[Excerpts from a dataset]

########

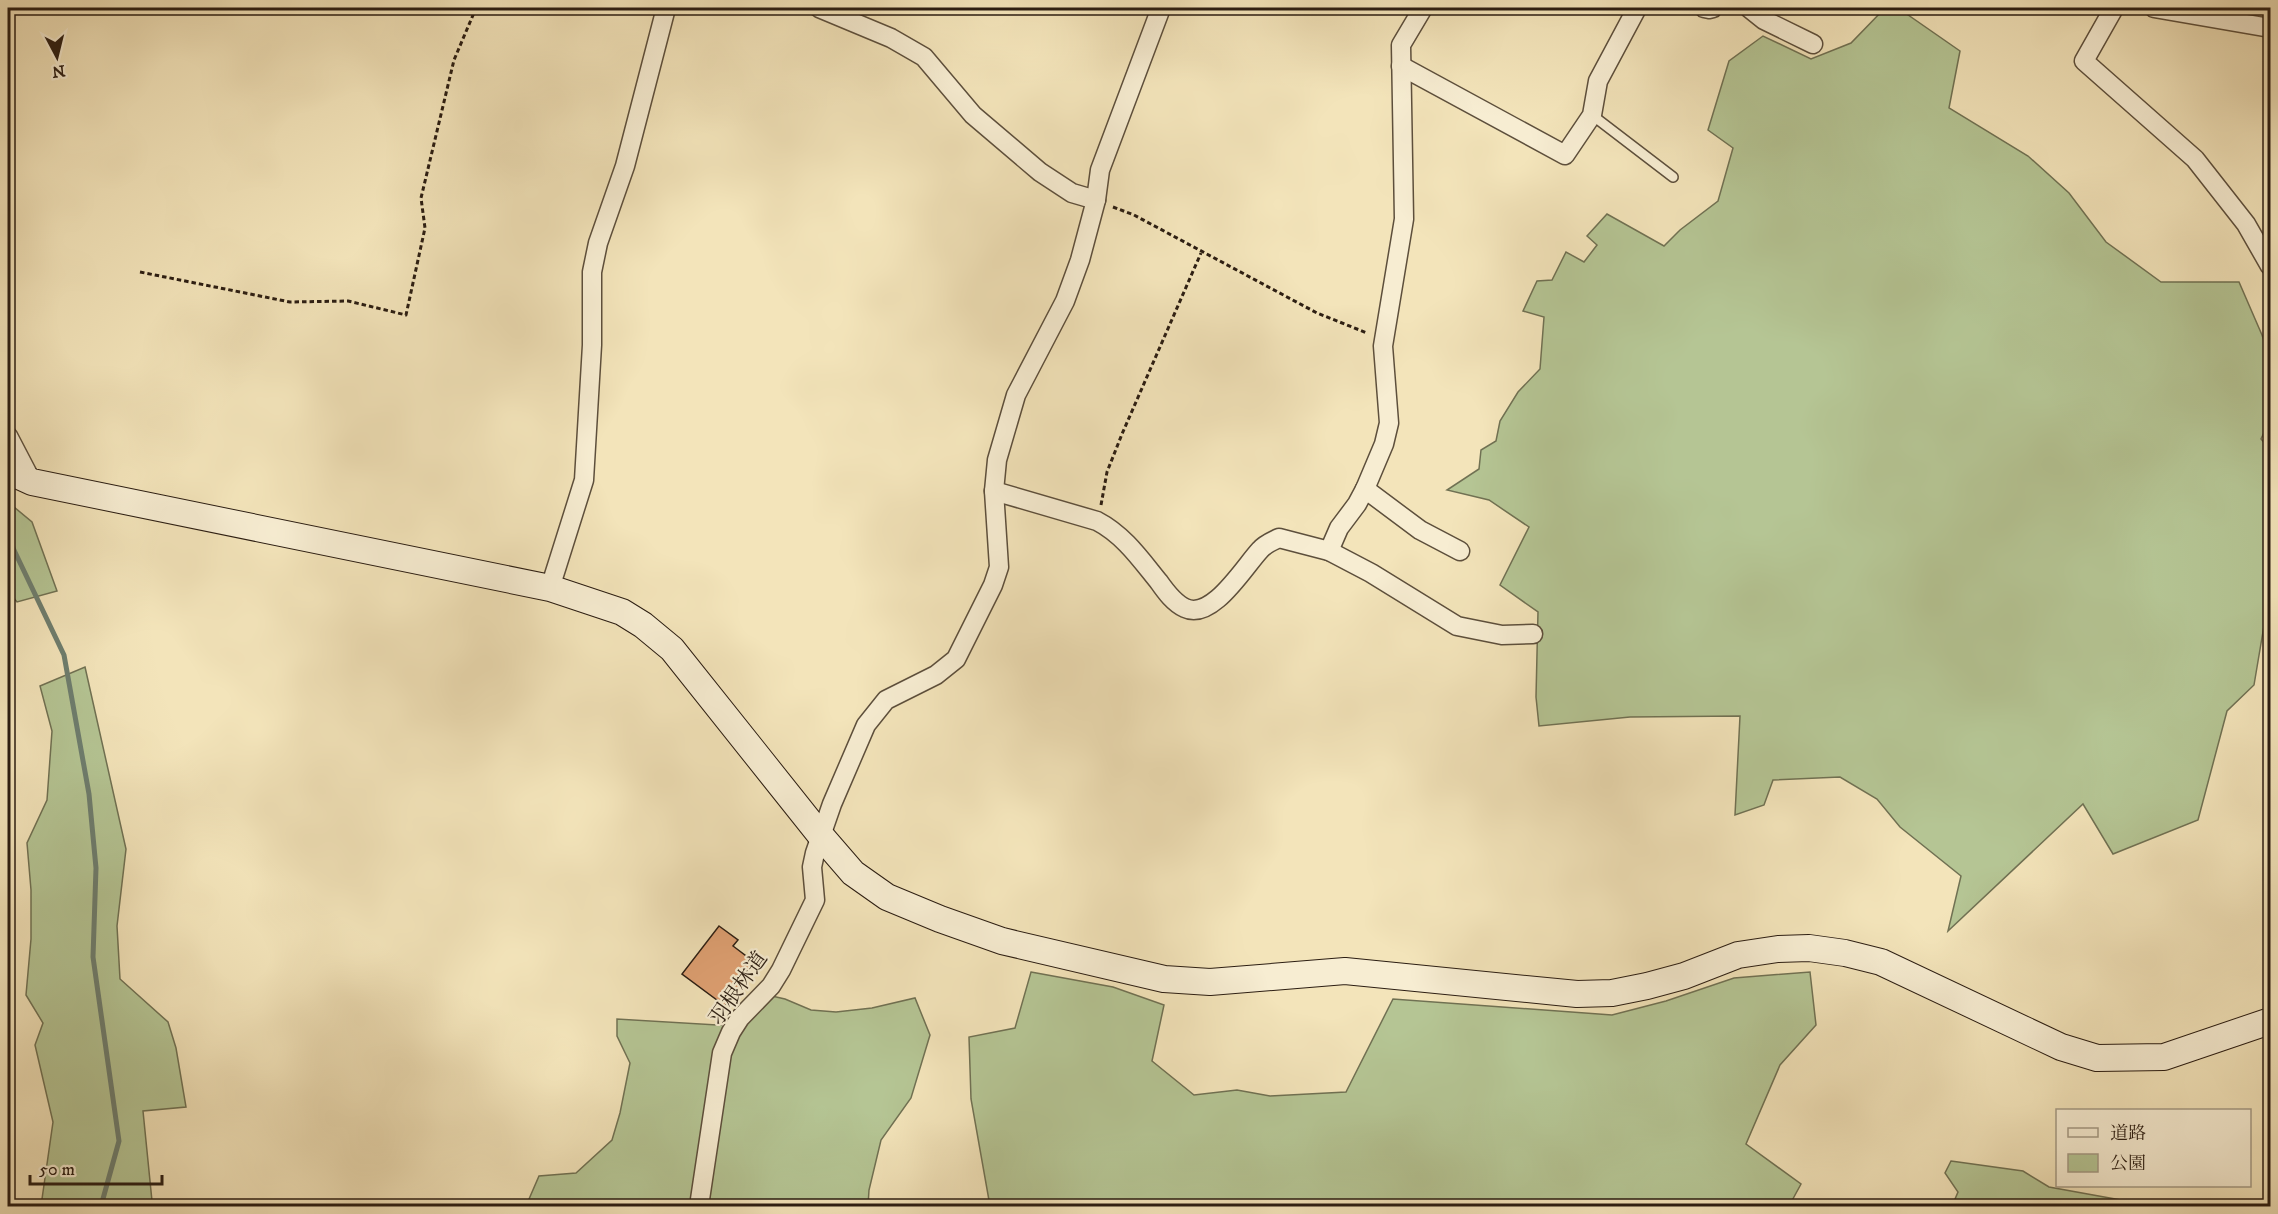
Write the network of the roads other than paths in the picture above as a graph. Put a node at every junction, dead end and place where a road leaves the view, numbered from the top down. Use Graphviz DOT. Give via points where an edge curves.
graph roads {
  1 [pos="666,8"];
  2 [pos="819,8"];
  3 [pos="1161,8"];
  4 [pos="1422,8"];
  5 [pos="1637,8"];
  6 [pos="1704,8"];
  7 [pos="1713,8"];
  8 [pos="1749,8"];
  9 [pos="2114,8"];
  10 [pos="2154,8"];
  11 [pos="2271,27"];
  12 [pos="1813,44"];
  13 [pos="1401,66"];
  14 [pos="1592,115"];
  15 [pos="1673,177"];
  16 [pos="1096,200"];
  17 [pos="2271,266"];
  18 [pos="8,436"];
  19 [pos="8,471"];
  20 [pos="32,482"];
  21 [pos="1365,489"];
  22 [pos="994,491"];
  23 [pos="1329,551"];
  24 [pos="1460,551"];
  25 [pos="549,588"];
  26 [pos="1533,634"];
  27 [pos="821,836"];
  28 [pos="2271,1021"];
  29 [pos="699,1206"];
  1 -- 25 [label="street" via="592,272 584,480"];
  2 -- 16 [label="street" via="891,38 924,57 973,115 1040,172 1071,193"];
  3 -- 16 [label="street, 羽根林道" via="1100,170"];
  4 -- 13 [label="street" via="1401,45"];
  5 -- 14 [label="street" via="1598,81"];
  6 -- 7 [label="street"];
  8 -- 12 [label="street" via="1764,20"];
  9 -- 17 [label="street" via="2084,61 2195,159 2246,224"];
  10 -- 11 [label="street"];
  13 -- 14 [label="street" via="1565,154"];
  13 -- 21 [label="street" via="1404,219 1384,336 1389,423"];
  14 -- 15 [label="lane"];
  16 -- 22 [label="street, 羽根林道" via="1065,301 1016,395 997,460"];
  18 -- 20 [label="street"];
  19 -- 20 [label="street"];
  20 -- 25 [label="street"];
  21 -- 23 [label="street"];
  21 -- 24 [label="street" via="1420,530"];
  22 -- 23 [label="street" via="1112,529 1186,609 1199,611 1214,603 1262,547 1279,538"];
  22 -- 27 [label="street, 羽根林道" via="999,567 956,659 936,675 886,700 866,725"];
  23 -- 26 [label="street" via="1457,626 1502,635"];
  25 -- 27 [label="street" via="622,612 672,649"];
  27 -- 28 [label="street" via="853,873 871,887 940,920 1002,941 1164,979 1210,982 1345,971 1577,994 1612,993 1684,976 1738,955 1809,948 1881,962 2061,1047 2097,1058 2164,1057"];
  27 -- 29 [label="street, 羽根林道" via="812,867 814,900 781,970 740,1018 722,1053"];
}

########

Please set down the records above verbatim, with each picture left out.

Write the network of the roads other than paths in the picture above as a graph. Put a node at every junction, dead end and place where a road leaves the view, numbered from the top down. Use Graphviz DOT. Give via points where an edge curves.
graph roads {
  1 [pos="666,8"];
  2 [pos="819,8"];
  3 [pos="1161,8"];
  4 [pos="1422,8"];
  5 [pos="1637,8"];
  6 [pos="1704,8"];
  7 [pos="1713,8"];
  8 [pos="1749,8"];
  9 [pos="2114,8"];
  10 [pos="2154,8"];
  11 [pos="2271,27"];
  12 [pos="1813,44"];
  13 [pos="1401,66"];
  14 [pos="1592,115"];
  15 [pos="1673,177"];
  16 [pos="1096,200"];
  17 [pos="2271,266"];
  18 [pos="8,436"];
  19 [pos="8,471"];
  20 [pos="32,482"];
  21 [pos="1365,489"];
  22 [pos="994,491"];
  23 [pos="1329,551"];
  24 [pos="1460,551"];
  25 [pos="549,588"];
  26 [pos="1533,634"];
  27 [pos="821,836"];
  28 [pos="2271,1021"];
  29 [pos="699,1206"];
  1 -- 25 [label="street" via="592,272 584,480"];
  2 -- 16 [label="street" via="891,38 924,57 973,115 1040,172 1071,193"];
  3 -- 16 [label="street, 羽根林道" via="1100,170"];
  4 -- 13 [label="street" via="1401,45"];
  5 -- 14 [label="street" via="1598,81"];
  6 -- 7 [label="street"];
  8 -- 12 [label="street" via="1764,20"];
  9 -- 17 [label="street" via="2084,61 2195,159 2246,224"];
  10 -- 11 [label="street"];
  13 -- 14 [label="street" via="1565,154"];
  13 -- 21 [label="street" via="1404,219 1384,336 1389,423"];
  14 -- 15 [label="lane"];
  16 -- 22 [label="street, 羽根林道" via="1065,301 1016,395 997,460"];
  18 -- 20 [label="street"];
  19 -- 20 [label="street"];
  20 -- 25 [label="street"];
  21 -- 23 [label="street"];
  21 -- 24 [label="street" via="1420,530"];
  22 -- 23 [label="street" via="1112,529 1186,609 1199,611 1214,603 1262,547 1279,538"];
  22 -- 27 [label="street, 羽根林道" via="999,567 956,659 936,675 886,700 866,725"];
  23 -- 26 [label="street" via="1457,626 1502,635"];
  25 -- 27 [label="street" via="622,612 672,649"];
  27 -- 28 [label="street" via="853,873 871,887 940,920 1002,941 1164,979 1210,982 1345,971 1577,994 1612,993 1684,976 1738,955 1809,948 1881,962 2061,1047 2097,1058 2164,1057"];
  27 -- 29 [label="street, 羽根林道" via="812,867 814,900 781,970 740,1018 722,1053"];
}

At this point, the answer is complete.